Sementara itu, Anggota Komisi III DPR Nasir Jamil menyebutkan cukup tepat jika Komisi III DPR membentuk Panitia Khusus (Pansus) atau Panitia Kerja (Panja) terkait evaluasi kinerja Densus 88. Langkah ini ditempuh, sambung alumnus IAIN Ar-Raniry Aceh ini, sebagai upaya untuk mengetahui cara kerja Densus 88.
“Panja diharapkan sebagai upaya menjembatani keinginan publik untuk mendapatkan informasi tentang Densus 88. Jangankan publik, Kapolda saja juga tidak mengetahui kinerja Densus 88,” paparnya di Jakarta, Selasa (10/8).

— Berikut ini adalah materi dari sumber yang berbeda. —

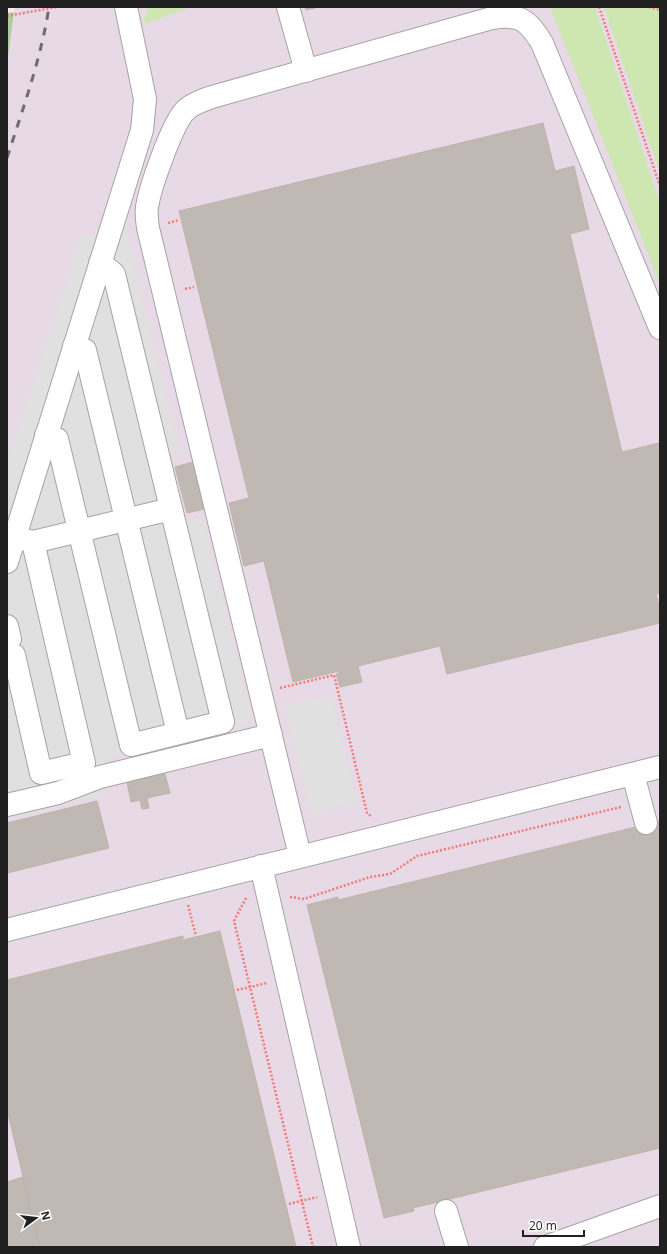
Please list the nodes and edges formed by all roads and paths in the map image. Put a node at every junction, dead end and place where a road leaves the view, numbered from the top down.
1 (56, 7) edge
2 (126, 7) edge
3 (288, 7) edge
4 (599, 7) edge
5 (649, 7) edge
6 (660, 10) edge
7 (7, 16) edge
8 (306, 71) junction
9 (660, 186) edge
10 (100, 263) junction
11 (660, 328) edge
12 (74, 346) junction
13 (46, 435) junction
14 (171, 509) junction
15 (126, 520) junction
16 (79, 531) junction
17 (24, 540) junction
18 (7, 562) edge
19 (10, 640) edge
20 (260, 693) junction
21 (178, 733) junction
22 (271, 735) junction
23 (660, 767) edge
24 (86, 772) junction
25 (633, 774) junction
26 (640, 802) junction
27 (7, 805) edge
28 (646, 824) dead end
29 (391, 834) junction
30 (300, 856) junction
31 (418, 856) junction
32 (261, 866) junction
33 (183, 886) junction
34 (268, 895) junction
35 (7, 930) edge
36 (196, 936) dead end
37 (287, 978) junction
38 (250, 987) junction
39 (237, 990) dead end
40 (336, 1192) junction
41 (302, 1200) junction
42 (289, 1204) dead end
43 (660, 1206) edge
44 (446, 1211) dead end
45 (313, 1247) edge
46 (349, 1247) edge
47 (457, 1247) edge
48 (545, 1247) edge

1 - 7 path, bridge
2 - 10 lane
3 - 8 lane
4 - 9 path
5 - 6 path
8 - 11 lane
8 - 20 lane
10 - 12 lane
10 - 14 lane
12 - 13 lane
12 - 15 lane
13 - 16 lane
13 - 17 lane
14 - 15 lane
14 - 21 lane
15 - 16 lane
15 - 21 lane
16 - 17 lane
16 - 21 lane
17 - 18 lane
17 - 24 lane
19 - 24 lane
20 - 22 lane
20 - 29 path
22 - 24 lane
22 - 30 lane
23 - 25 lane
24 - 27 lane
25 - 26 lane
25 - 29 lane
26 - 28 lane
26 - 31 path
29 - 30 lane
29 - 31 path
30 - 32 lane
31 - 34 path
32 - 33 lane
32 - 34 lane
33 - 35 lane
33 - 36 path
34 - 37 lane
34 - 38 path
37 - 38 path
37 - 40 lane
38 - 39 path
38 - 41 path
40 - 41 path
40 - 46 lane
41 - 42 path
41 - 45 path
43 - 48 lane
44 - 47 lane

Tuntutan pembentukan Panja atau Pansus Densus 88, sambung politikus PKS ini, untuk membuka tabir kinerja Densus 88 yang cenderung samar-samar di publik. Apalagi, menurut Nasir, Densus 88 yang ada di bawah Mabes Polri merupakan mitra Komisi III DPR.
“Jadi saya pikir masuk akal jika ada keinginan agar DPR membentuk Pansus atau Panja Densus 88, sehingga publik tidak samar-samar lagi dalam melihat kinerja Densus,” terangnya.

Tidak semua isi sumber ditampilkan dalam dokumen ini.